Instructions for the task. Take from the listing each line that has the string "name".

Study material.
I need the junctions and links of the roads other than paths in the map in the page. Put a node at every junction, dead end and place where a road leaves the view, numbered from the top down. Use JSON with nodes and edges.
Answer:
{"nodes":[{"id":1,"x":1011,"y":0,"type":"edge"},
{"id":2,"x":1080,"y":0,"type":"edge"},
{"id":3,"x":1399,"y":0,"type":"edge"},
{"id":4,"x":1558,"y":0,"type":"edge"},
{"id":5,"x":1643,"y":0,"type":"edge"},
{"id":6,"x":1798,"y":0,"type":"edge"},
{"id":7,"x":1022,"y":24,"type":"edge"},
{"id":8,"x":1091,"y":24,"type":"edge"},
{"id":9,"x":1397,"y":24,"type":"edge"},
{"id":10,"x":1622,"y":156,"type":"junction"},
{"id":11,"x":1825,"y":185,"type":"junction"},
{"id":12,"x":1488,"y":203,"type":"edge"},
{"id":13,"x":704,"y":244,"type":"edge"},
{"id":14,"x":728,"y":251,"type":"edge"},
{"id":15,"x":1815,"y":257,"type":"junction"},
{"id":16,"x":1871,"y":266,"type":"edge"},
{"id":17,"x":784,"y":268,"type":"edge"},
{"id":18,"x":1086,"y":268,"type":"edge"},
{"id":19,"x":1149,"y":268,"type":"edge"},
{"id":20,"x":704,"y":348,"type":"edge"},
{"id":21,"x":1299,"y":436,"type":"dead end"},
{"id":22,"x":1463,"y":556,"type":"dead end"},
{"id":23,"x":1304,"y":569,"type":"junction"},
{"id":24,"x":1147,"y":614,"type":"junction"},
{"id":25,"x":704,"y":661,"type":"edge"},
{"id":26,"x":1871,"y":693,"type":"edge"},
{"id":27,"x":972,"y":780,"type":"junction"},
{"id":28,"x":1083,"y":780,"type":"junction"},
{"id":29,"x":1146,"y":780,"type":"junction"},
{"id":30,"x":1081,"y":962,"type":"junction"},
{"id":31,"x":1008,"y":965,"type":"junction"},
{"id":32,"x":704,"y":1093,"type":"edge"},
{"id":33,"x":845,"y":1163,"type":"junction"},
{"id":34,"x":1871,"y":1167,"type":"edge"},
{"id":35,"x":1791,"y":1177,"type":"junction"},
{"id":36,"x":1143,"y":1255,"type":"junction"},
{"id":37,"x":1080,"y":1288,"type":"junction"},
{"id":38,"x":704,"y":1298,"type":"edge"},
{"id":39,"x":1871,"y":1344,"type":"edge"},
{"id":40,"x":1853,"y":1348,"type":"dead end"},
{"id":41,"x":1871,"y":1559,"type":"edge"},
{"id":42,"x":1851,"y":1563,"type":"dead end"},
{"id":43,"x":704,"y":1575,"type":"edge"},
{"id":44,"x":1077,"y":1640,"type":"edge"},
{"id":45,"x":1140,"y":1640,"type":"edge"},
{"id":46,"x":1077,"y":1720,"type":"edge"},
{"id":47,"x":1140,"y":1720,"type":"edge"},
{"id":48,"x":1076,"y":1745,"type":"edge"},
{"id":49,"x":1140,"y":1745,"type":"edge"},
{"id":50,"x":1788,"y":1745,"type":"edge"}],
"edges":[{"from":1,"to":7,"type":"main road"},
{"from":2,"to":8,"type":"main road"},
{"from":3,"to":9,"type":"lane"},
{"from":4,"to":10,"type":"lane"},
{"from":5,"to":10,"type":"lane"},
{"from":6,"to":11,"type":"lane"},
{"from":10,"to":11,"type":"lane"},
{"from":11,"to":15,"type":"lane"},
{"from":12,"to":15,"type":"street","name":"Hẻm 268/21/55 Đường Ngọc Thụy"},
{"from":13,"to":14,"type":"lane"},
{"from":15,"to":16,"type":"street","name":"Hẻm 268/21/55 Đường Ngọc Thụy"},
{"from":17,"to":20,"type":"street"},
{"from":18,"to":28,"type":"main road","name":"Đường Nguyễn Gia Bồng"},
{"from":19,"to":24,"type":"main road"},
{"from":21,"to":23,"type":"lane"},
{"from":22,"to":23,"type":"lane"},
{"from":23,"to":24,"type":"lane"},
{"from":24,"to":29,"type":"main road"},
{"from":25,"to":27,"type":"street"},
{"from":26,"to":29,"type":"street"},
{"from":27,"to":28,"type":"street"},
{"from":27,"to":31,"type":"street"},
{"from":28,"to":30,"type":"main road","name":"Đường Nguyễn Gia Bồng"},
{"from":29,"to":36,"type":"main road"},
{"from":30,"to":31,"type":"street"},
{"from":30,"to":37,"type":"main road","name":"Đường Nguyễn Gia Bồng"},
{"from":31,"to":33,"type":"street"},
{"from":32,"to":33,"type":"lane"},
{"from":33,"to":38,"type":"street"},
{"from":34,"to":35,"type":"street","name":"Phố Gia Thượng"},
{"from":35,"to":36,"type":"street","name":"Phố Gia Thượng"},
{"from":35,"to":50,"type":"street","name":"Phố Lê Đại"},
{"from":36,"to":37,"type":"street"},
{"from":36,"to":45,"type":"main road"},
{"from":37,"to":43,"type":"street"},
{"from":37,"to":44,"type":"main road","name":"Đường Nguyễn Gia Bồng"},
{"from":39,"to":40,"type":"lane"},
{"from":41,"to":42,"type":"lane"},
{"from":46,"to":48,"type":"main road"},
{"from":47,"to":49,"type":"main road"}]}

Written answer.
{"from":12,"to":15,"type":"street","name":"Hẻm 268/21/55 Đường Ngọc Thụy"},
{"from":15,"to":16,"type":"street","name":"Hẻm 268/21/55 Đường Ngọc Thụy"},
{"from":18,"to":28,"type":"main road","name":"Đường Nguyễn Gia Bồng"},
{"from":28,"to":30,"type":"main road","name":"Đường Nguyễn Gia Bồng"},
{"from":30,"to":37,"type":"main road","name":"Đường Nguyễn Gia Bồng"},
{"from":34,"to":35,"type":"street","name":"Phố Gia Thượng"},
{"from":35,"to":36,"type":"street","name":"Phố Gia Thượng"},
{"from":35,"to":50,"type":"street","name":"Phố Lê Đại"},
{"from":37,"to":44,"type":"main road","name":"Đường Nguyễn Gia Bồng"},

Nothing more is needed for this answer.